Psychiatric hospitalization in Ontario: the revolving door in perspective.

作者信息

Woogh C M, Meier H M, Eastwood M R

出版信息

Can Med Assoc J. 1977 Apr 23;116(8):876-81.

Abstract

Ontario government statistics have indicated that during the 1960s the proportion of readmissions to psychiatric hospitals doubled to form two thirds of all admissions. Since this pertained to events rather than to individuals, a cohort of patients first admitted in 1969 was followed for 4 years to trace the pattern of readmission and the characteristics of patients at risk of readmission. Routinely returned data were linked and a sample from the greater metropolitan Toronto area was randomly selected. Of the cohort, 31% were readmitted, 8% three or more times. Age and diagnosis distinguished those readmitted. Most with multiple readmissions were under 25 years of age.
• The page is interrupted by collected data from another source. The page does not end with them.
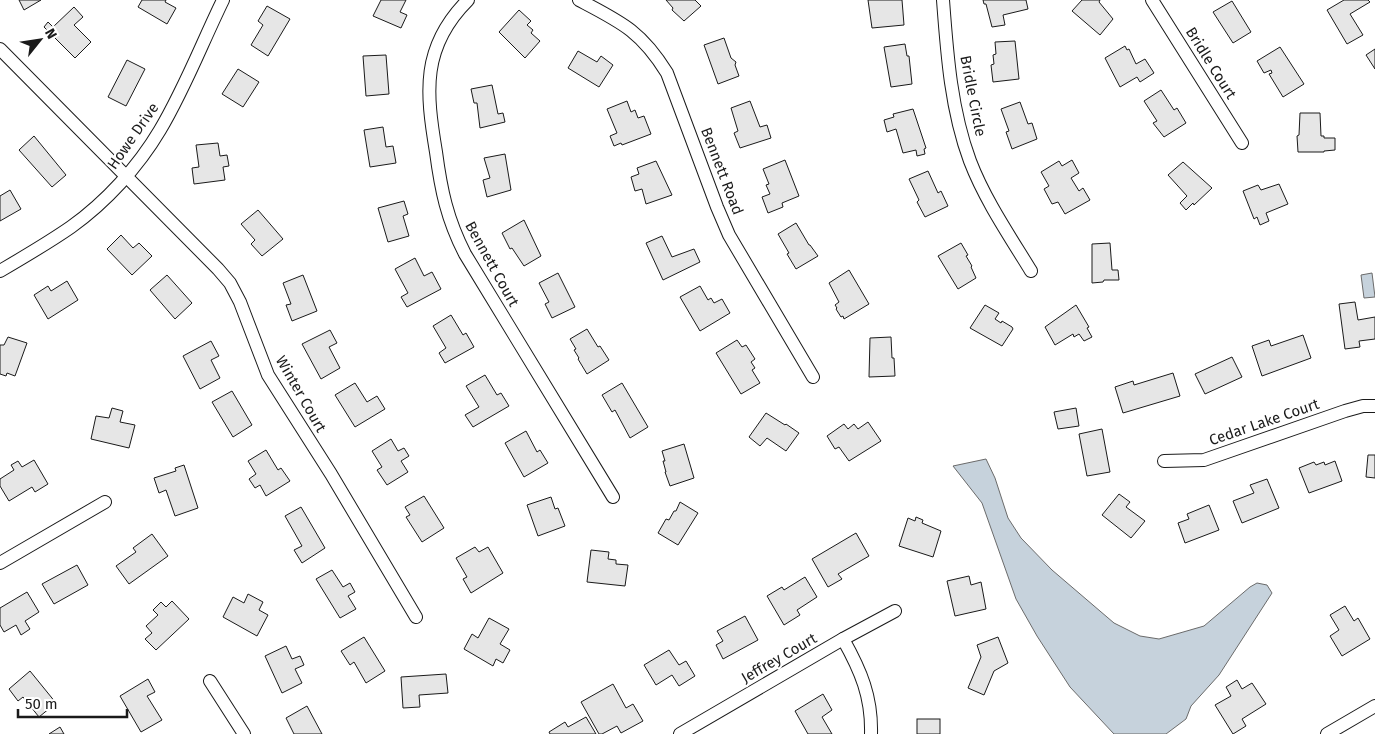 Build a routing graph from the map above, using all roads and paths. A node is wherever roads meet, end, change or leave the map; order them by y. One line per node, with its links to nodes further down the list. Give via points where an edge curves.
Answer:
1 (223, 0): 8 (street, Howe Drive, via 170,112)
2 (468, 0): 14 (street, Bennett Court, via 457,11 439,41 428,83 429,107 447,212 464,254)
3 (579, 0): 11 (street, Bennett Road, via 628,26 644,40 667,73 729,235)
4 (943, 0): 10 (street, Bridle Circle, via 961,133 981,185)
5 (1152, 0): 7 (street, Bridle Court)
6 (0, 49): 8 (street, Winter Court)
7 (1242, 143)
8 (126, 176): 9 (street, Howe Drive, via 72,226); 18 (street, Winter Court, via 230,283 268,375)
9 (0, 271)
10 (1030, 271)
11 (813, 378)
12 (1375, 406): 13 (street, Cedar Lake Court, via 1345,410 1204,460)
13 (1164, 461)
14 (613, 498)
15 (105, 502): 16 (street)
16 (0, 562)
17 (895, 612): 19 (street, Jeffrey Court)
18 (416, 617)
19 (843, 639): 23 (street, Jeffrey Court); 24 (street, via 863,679 872,717)
20 (210, 681): 22 (street)
21 (1375, 706): 25 (street)
22 (244, 734)
23 (680, 734)
24 (871, 734)
25 (1327, 734) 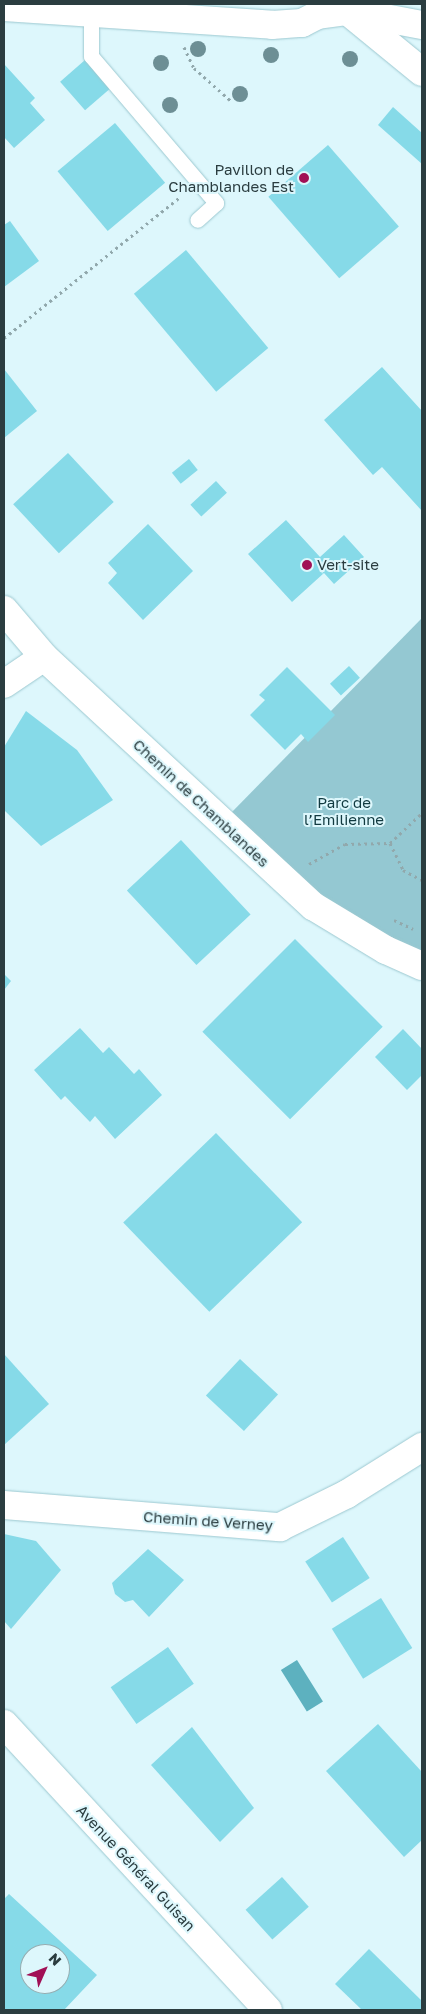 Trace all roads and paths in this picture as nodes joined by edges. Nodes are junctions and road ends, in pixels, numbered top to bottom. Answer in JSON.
{"nodes":[{"id":1,"x":4,"y":7,"type":"edge"},
{"id":2,"x":344,"y":7,"type":"edge"},
{"id":3,"x":91,"y":13,"type":"junction"},
{"id":4,"x":422,"y":25,"type":"edge"},
{"id":5,"x":185,"y":43,"type":"dead end"},
{"id":6,"x":422,"y":72,"type":"edge"},
{"id":7,"x":232,"y":102,"type":"dead end"},
{"id":8,"x":199,"y":182,"type":"junction"},
{"id":9,"x":197,"y":220,"type":"dead end"},
{"id":10,"x":4,"y":338,"type":"edge"},
{"id":11,"x":4,"y":610,"type":"edge"},
{"id":12,"x":44,"y":657,"type":"junction"},
{"id":13,"x":4,"y":684,"type":"edge"},
{"id":14,"x":422,"y":813,"type":"edge"},
{"id":15,"x":390,"y":843,"type":"junction"},
{"id":16,"x":299,"y":860,"type":"dead end"},
{"id":17,"x":306,"y":866,"type":"junction"},
{"id":18,"x":314,"y":871,"type":"dead end"},
{"id":19,"x":422,"y":880,"type":"edge"},
{"id":20,"x":389,"y":917,"type":"dead end"},
{"id":21,"x":422,"y":933,"type":"edge"},
{"id":22,"x":422,"y":966,"type":"edge"},
{"id":23,"x":422,"y":1447,"type":"edge"},
{"id":24,"x":4,"y":1505,"type":"edge"},
{"id":25,"x":4,"y":1724,"type":"edge"},
{"id":26,"x":268,"y":2010,"type":"edge"}],
"edges":[{"from":1,"to":3,"type":"street"},
{"from":2,"to":3,"type":"street"},
{"from":2,"to":4,"type":"street"},
{"from":2,"to":6,"type":"street"},
{"from":3,"to":8,"type":"lane"},
{"from":5,"to":7,"type":"path"},
{"from":8,"to":9,"type":"lane"},
{"from":8,"to":10,"type":"path"},
{"from":11,"to":12,"type":"street","name":"Chemin de Chamblandes"},
{"from":12,"to":13,"type":"street"},
{"from":12,"to":22,"type":"street","name":"Chemin de Chamblandes"},
{"from":14,"to":15,"type":"path"},
{"from":15,"to":17,"type":"path"},
{"from":15,"to":19,"type":"path"},
{"from":16,"to":17,"type":"path"},
{"from":17,"to":18,"type":"path"},
{"from":20,"to":21,"type":"path"},
{"from":23,"to":24,"type":"street","name":"Chemin de Verney"},
{"from":25,"to":26,"type":"street","name":"Avenue Général Guisan"}]}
Although diagnoses were equally distributed on first admission among psychotic, neurotic and other nonpsychotic disorders, with no significant change on readmission or multiple readmission, there was a predictably greater proportion of functional psychoses among the high-risk group and also an equal representation of personality, addictive and the remaining nonpsychotic conditions. The vulnerable few are identifiable early in their intermittent hospital career. It can be concluded that statistics suggesting that two thirds of admissions are readmissions are misleading.

摘要

安大略省政府的统计数据表明,在20世纪60年代,精神病院再次入院的比例翻了一番,占所有入院人数的三分之二。由于这涉及事件而非个人,因此对1969年首次入院的一组患者进行了4年的跟踪,以追踪再次入院的模式以及有再次入院风险的患者特征。将常规返回的数据进行关联,并从大多伦多地区随机抽取样本。在该队列中,31%的患者再次入院,8%的患者再次入院三次或更多次。年龄和诊断结果能够区分出再次入院的患者。大多数多次再次入院的患者年龄在25岁以下。尽管首次入院时,精神病、神经症和其他非精神病性障碍的诊断分布均匀,再次入院或多次再次入院时也没有显著变化,但高危组中功能性精神病的比例预计会更高,人格障碍、成瘾性疾病和其他非精神病性疾病的比例也相当。少数易受影响的患者在其间歇性住院治疗过程中可以早期识别。可以得出结论,表明三分之二的入院患者是再次入院患者的统计数据具有误导性。